■ SOURCE INFORMATION
• • •

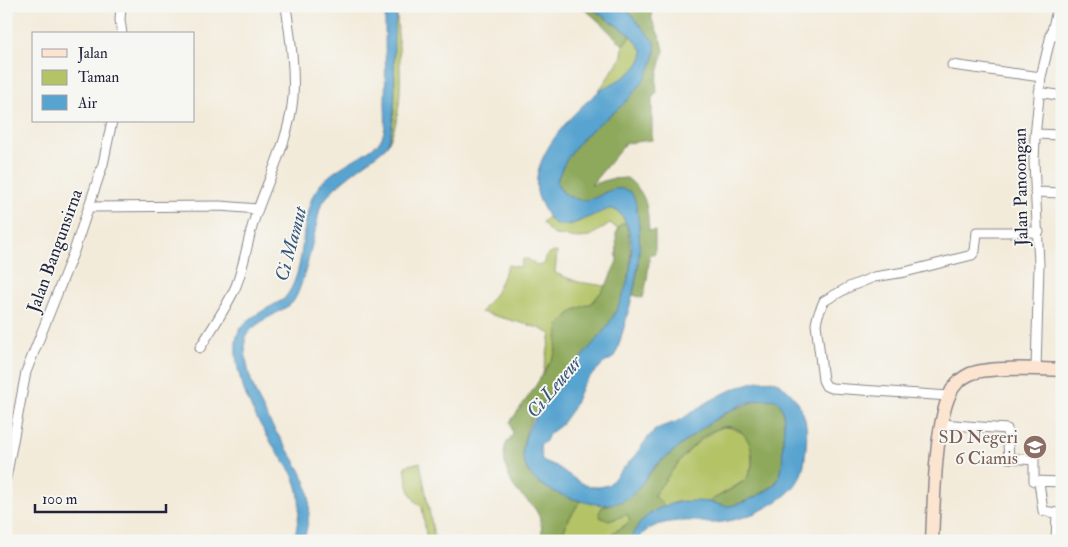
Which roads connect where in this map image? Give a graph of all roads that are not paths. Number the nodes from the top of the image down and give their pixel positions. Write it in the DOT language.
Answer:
graph roads {
  1 [pos="121,6"];
  2 [pos="286,6"];
  3 [pos="1058,6"];
  4 [pos="122,32"];
  5 [pos="1050,35"];
  6 [pos="1062,37"];
  7 [pos="952,65"];
  8 [pos="1041,77"];
  9 [pos="1039,92"];
  10 [pos="1062,96"];
  11 [pos="112,122"];
  12 [pos="1035,134"];
  13 [pos="1062,135"];
  14 [pos="1035,192"];
  15 [pos="1062,193"];
  16 [pos="89,207"];
  17 [pos="258,209"];
  18 [pos="1039,232"];
  19 [pos="200,348"];
  20 [pos="1036,368"];
  21 [pos="1062,370"];
  22 [pos="949,396"];
  23 [pos="941,424"];
  24 [pos="6,478"];
  25 [pos="1039,482"];
  26 [pos="1062,482"];
  27 [pos="1058,536"];
  28 [pos="932,541"];
  1 -- 4 [label="street"];
  2 -- 17 [label="street"];
  3 -- 5 [label="street, Jalan Panoongan"];
  5 -- 6 [label="street"];
  5 -- 8 [label="street, Jalan Panoongan"];
  7 -- 8 [label="street"];
  8 -- 9 [label="street, Jalan Panoongan"];
  9 -- 10 [label="street"];
  9 -- 12 [label="street, Jalan Panoongan"];
  11 -- 16 [label="street, Jalan Bangunsirna"];
  12 -- 13 [label="street"];
  12 -- 14 [label="street, Jalan Panoongan"];
  14 -- 15 [label="street"];
  14 -- 18 [label="street, Jalan Panoongan"];
  16 -- 17 [label="street"];
  16 -- 24 [label="street, Jalan Bangunsirna"];
  17 -- 19 [label="street"];
  18 -- 20 [label="street, Jalan Panoongan"];
  18 -- 22 [label="street"];
  20 -- 21 [label="main road"];
  20 -- 22 [label="main road"];
  22 -- 23 [label="main road"];
  23 -- 25 [label="street"];
  23 -- 28 [label="main road"];
  25 -- 26 [label="street"];
  25 -- 27 [label="street"];
}
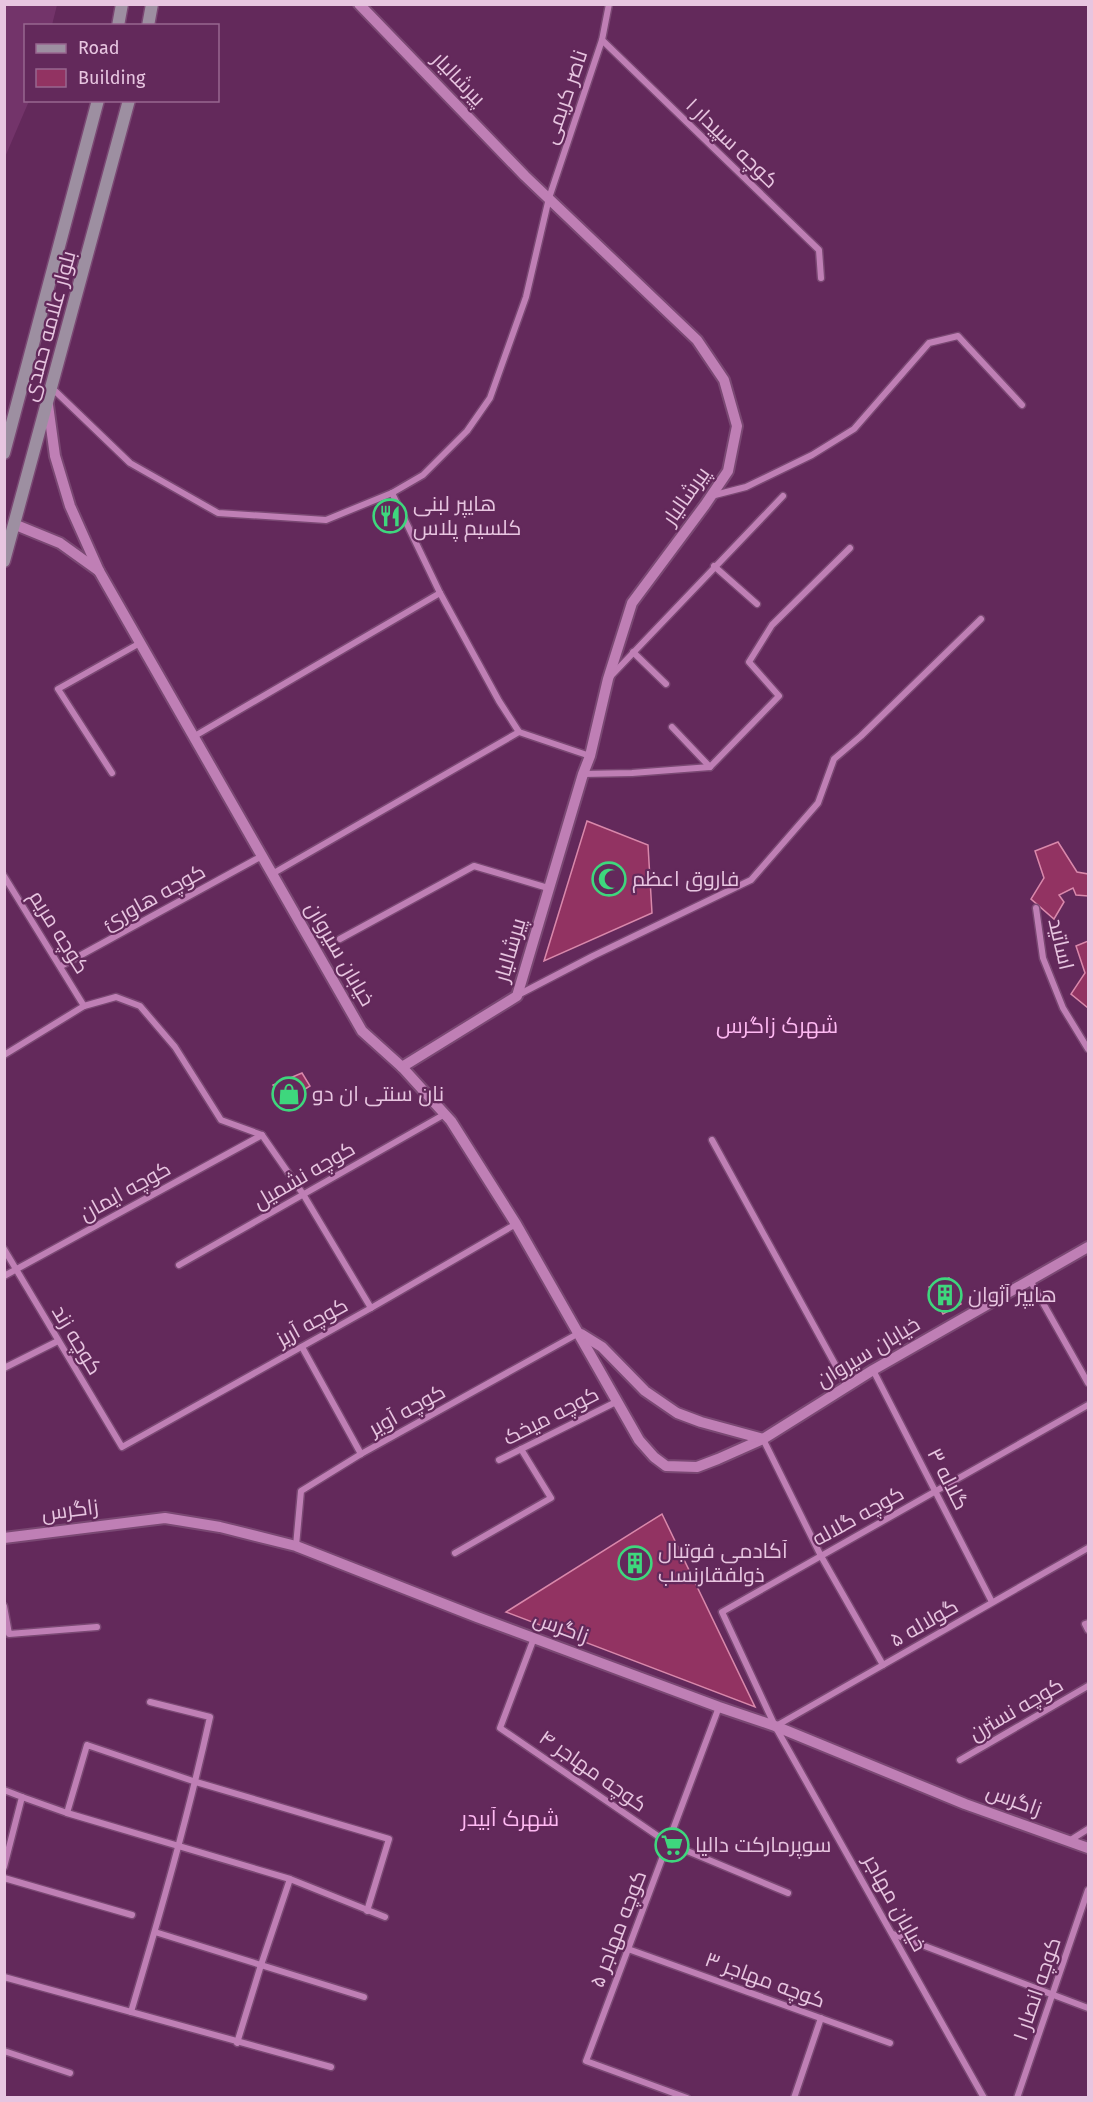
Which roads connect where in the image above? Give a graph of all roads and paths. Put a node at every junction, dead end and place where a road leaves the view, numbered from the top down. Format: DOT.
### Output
graph roads {
  1 [pos="122,4"];
  2 [pos="152,4"];
  3 [pos="359,4"];
  4 [pos="609,4"];
  5 [pos="119,24"];
  6 [pos="148,24"];
  7 [pos="603,40"];
  8 [pos="97,102"];
  9 [pos="128,102"];
  10 [pos="549,198"];
  11 [pos="821,278"];
  12 [pos="52,388"];
  13 [pos="48,405"];
  14 [pos="1022,405"];
  15 [pos="4,453"];
  16 [pos="392,493"];
  17 [pos="711,496"];
  18 [pos="783,496"];
  19 [pos="16,525"];
  20 [pos="850,549"];
  21 [pos="4,561"];
  22 [pos="714,566"];
  23 [pos="99,572"];
  24 [pos="440,593"];
  25 [pos="757,604"];
  26 [pos="981,619"];
  27 [pos="140,643"];
  28 [pos="633,652"];
  29 [pos="608,679"];
  30 [pos="666,684"];
  31 [pos="672,727"];
  32 [pos="519,732"];
  33 [pos="194,737"];
  34 [pos="590,756"];
  35 [pos="710,767"];
  36 [pos="112,773"];
  37 [pos="582,774"];
  38 [pos="262,856"];
  39 [pos="272,874"];
  40 [pos="4,876"];
  41 [pos="548,888"];
  42 [pos="1036,908"];
  43 [pos="340,939"];
  44 [pos="61,966"];
  45 [pos="517,996"];
  46 [pos="84,1006"];
  47 [pos="1089,1049"];
  48 [pos="4,1055"];
  49 [pos="402,1068"];
  50 [pos="445,1114"];
  51 [pos="262,1135"];
  52 [pos="712,1140"];
  53 [pos="303,1194"];
  54 [pos="516,1224"];
  55 [pos="1089,1247"];
  56 [pos="4,1249"];
  57 [pos="179,1265"];
  58 [pos="17,1270"];
  59 [pos="4,1276"];
  60 [pos="1030,1280"];
  61 [pos="371,1308"];
  62 [pos="579,1333"];
  63 [pos="58,1341"];
  64 [pos="302,1347"];
  65 [pos="4,1368"];
  66 [pos="873,1370"];
  67 [pos="1089,1383"];
  68 [pos="847,1386"];
  69 [pos="618,1401"];
  70 [pos="1089,1406"];
  71 [pos="764,1439"];
  72 [pos="122,1447"];
  73 [pos="521,1449"];
  74 [pos="361,1454"];
  75 [pos="499,1460"];
  76 [pos="936,1491"];
  77 [pos="4,1538"];
  78 [pos="296,1546"];
  79 [pos="1088,1549"];
  80 [pos="455,1553"];
  81 [pos="821,1556"];
  82 [pos="992,1602"];
  83 [pos="4,1606"];
  84 [pos="1089,1623"];
  85 [pos="97,1627"];
  86 [pos="1089,1630"];
  87 [pos="534,1638"];
  88 [pos="883,1665"];
  89 [pos="1089,1686"];
  90 [pos="150,1702"];
  91 [pos="718,1707"];
  92 [pos="775,1726"];
  93 [pos="960,1760"];
  94 [pos="196,1782"];
  95 [pos="4,1790"];
  96 [pos="22,1797"];
  97 [pos="67,1813"];
  98 [pos="1089,1829"];
  99 [pos="1068,1841"];
  100 [pos="668,1843"];
  101 [pos="179,1846"];
  102 [pos="1089,1848"];
  103 [pos="4,1867"];
  104 [pos="4,1878"];
  105 [pos="290,1879"];
  106 [pos="1089,1890"];
  107 [pos="788,1893"];
  108 [pos="367,1911"];
  109 [pos="132,1915"];
  110 [pos="385,1917"];
  111 [pos="154,1932"];
  112 [pos="894,1934"];
  113 [pos="628,1949"];
  114 [pos="261,1965"];
  115 [pos="4,1977"];
  116 [pos="1052,1994"];
  117 [pos="364,1998"];
  118 [pos="1089,2008"];
  119 [pos="131,2012"];
  120 [pos="821,2018"];
  121 [pos="237,2043"];
  122 [pos="890,2043"];
  123 [pos="4,2050"];
  124 [pos="331,2067"];
  125 [pos="69,2073"];
  126 [pos="687,2097"];
  127 [pos="794,2097"];
  128 [pos="984,2097"];
  129 [pos="1017,2097"];
  1 -- 5 [label="main road"];
  2 -- 6 [label="main road"];
  3 -- 10 [label="street, پیرشالیار"];
  4 -- 7 [label="street, ناصر کریمی"];
  7 -- 10 [label="street, ناصر کریمی"];
  7 -- 11 [label="street, کوچه سپیدار ۱"];
  8 -- 15 [label="main road, بلوار علامه حمدی"];
  9 -- 12 [label="main road, بلوار علامه حمدی"];
  10 -- 16 [label="street, ناصر کریمی"];
  10 -- 17 [label="street, پیرشالیار"];
  12 -- 13 [label="main road, بلوار علامه حمدی"];
  12 -- 16 [label="street, ناصر کریمی"];
  13 -- 19 [label="main road, بلوار علامه حمدی"];
  13 -- 23 [label="street, خیابان سیروان"];
  14 -- 17 [label="street"];
  16 -- 24 [label="street"];
  17 -- 29 [label="street, پیرشالیار"];
  18 -- 22 [label="street"];
  19 -- 21 [label="main road, بلوار علامه حمدی"];
  19 -- 23 [label="street"];
  20 -- 35 [label="street"];
  22 -- 25 [label="street"];
  22 -- 28 [label="street"];
  23 -- 27 [label="street, خیابان سیروان"];
  24 -- 32 [label="street"];
  24 -- 33 [label="street"];
  26 -- 45 [label="street"];
  27 -- 33 [label="street, خیابان سیروان"];
  27 -- 36 [label="street"];
  28 -- 29 [label="street"];
  28 -- 30 [label="street"];
  29 -- 34 [label="street, پیرشالیار"];
  31 -- 35 [label="street"];
  32 -- 34 [label="street"];
  32 -- 39 [label="street"];
  33 -- 38 [label="street, خیابان سیروان"];
  34 -- 37 [label="street, پیرشالیار"];
  35 -- 37 [label="street"];
  37 -- 41 [label="street, پیرشالیار"];
  38 -- 39 [label="street, خیابان سیروان"];
  38 -- 44 [label="street, کوچه هاورئ"];
  39 -- 49 [label="street, خیابان سیروان"];
  40 -- 44 [label="street, کوچه مریم"];
  41 -- 43 [label="street"];
  41 -- 45 [label="street, پیرشالیار"];
  42 -- 47 [label="street, اساتید"];
  44 -- 46 [label="street, کوچه مریم"];
  45 -- 49 [label="street, پیرشالیار"];
  46 -- 48 [label="street"];
  46 -- 51 [label="street"];
  49 -- 50 [label="street, خیابان سیروان"];
  50 -- 53 [label="street, کوچه نشمیل"];
  50 -- 54 [label="street, خیابان سیروان"];
  51 -- 53 [label="street"];
  51 -- 58 [label="street, کوچه ایمان"];
  52 -- 68 [label="street"];
  53 -- 57 [label="street, کوچه نشمیل"];
  53 -- 61 [label="street"];
  54 -- 61 [label="street, کوچه آریز"];
  54 -- 62 [label="street, خیابان سیروان"];
  55 -- 60 [label="street, خیابان سیروان"];
  56 -- 58 [label="street, کوچه زند"];
  58 -- 59 [label="street, کوچه ایمان"];
  58 -- 63 [label="street, کوچه زند"];
  60 -- 66 [label="street, خیابان سیروان"];
  60 -- 67 [label="street"];
  61 -- 64 [label="street, کوچه آریز"];
  62 -- 69 [label="street, خیابان سیروان"];
  62 -- 71 [label="street, خیابان سیروان"];
  62 -- 74 [label="street, کوچه آویر"];
  63 -- 65 [label="street"];
  63 -- 72 [label="street, کوچه زند"];
  64 -- 72 [label="street, کوچه آریز"];
  64 -- 74 [label="street"];
  66 -- 68 [label="street, خیابان سیروان"];
  66 -- 76 [label="street, گلاله ۳"];
  68 -- 71 [label="street, خیابان سیروان"];
  69 -- 71 [label="street, خیابان سیروان"];
  69 -- 73 [label="street, کوچه میخک"];
  70 -- 76 [label="street, کوچه گلاله"];
  71 -- 81 [label="street"];
  73 -- 75 [label="street, کوچه میخک"];
  73 -- 80 [label="street"];
  74 -- 78 [label="street, کوچه آویر"];
  76 -- 81 [label="street, کوچه گلاله"];
  76 -- 82 [label="street, گلاله ۳"];
  77 -- 78 [label="street, زاگرس"];
  78 -- 87 [label="street, زاگرس"];
  79 -- 82 [label="street, گولاله ۵"];
  81 -- 88 [label="street"];
  81 -- 92 [label="street, کوچه گلاله"];
  82 -- 88 [label="street, گولاله ۵"];
  83 -- 85 [label="street"];
  84 -- 86 [label="street"];
  87 -- 91 [label="street, زاگرس"];
  87 -- 100 [label="street, کوچه مهاجر ۴"];
  88 -- 92 [label="street, گولاله ۵"];
  89 -- 93 [label="street, کوچه نسترن"];
  90 -- 94 [label="street"];
  91 -- 92 [label="street, زاگرس"];
  91 -- 100 [label="street, کوچه مهاجر ۵"];
  92 -- 99 [label="street, زاگرس"];
  92 -- 112 [label="street, خیابان مهاجر"];
  94 -- 97 [label="street"];
  94 -- 101 [label="street"];
  94 -- 108 [label="street"];
  95 -- 96 [label="street"];
  96 -- 97 [label="street"];
  96 -- 103 [label="street"];
  97 -- 101 [label="street"];
  98 -- 99 [label="street"];
  99 -- 102 [label="street, زاگرس"];
  100 -- 107 [label="street, کوچه مهاجر ۴"];
  100 -- 113 [label="street, کوچه مهاجر ۵"];
  101 -- 105 [label="street"];
  101 -- 111 [label="street"];
  104 -- 109 [label="street"];
  105 -- 108 [label="street"];
  105 -- 114 [label="street"];
  106 -- 116 [label="street, کوچه انصار ۱"];
  108 -- 110 [label="street"];
  111 -- 114 [label="street"];
  111 -- 119 [label="street"];
  112 -- 116 [label="street"];
  112 -- 128 [label="street, خیابان مهاجر"];
  113 -- 120 [label="street, کوچه مهاجر ۳"];
  113 -- 126 [label="street, کوچه مهاجر ۵"];
  114 -- 117 [label="street"];
  114 -- 121 [label="street"];
  115 -- 119 [label="street"];
  116 -- 118 [label="street"];
  116 -- 129 [label="street, کوچه انصار ۱"];
  119 -- 121 [label="street"];
  120 -- 122 [label="street, کوچه مهاجر ۳"];
  120 -- 127 [label="street"];
  121 -- 124 [label="street"];
  123 -- 125 [label="street"];
}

• • •

■ WHAT NEEDS TO BE DONE
Each line of the data above that contains the string "کریمی" should be counted; give only the total.

■ RESPONSE FOR THIS EXERCISE
4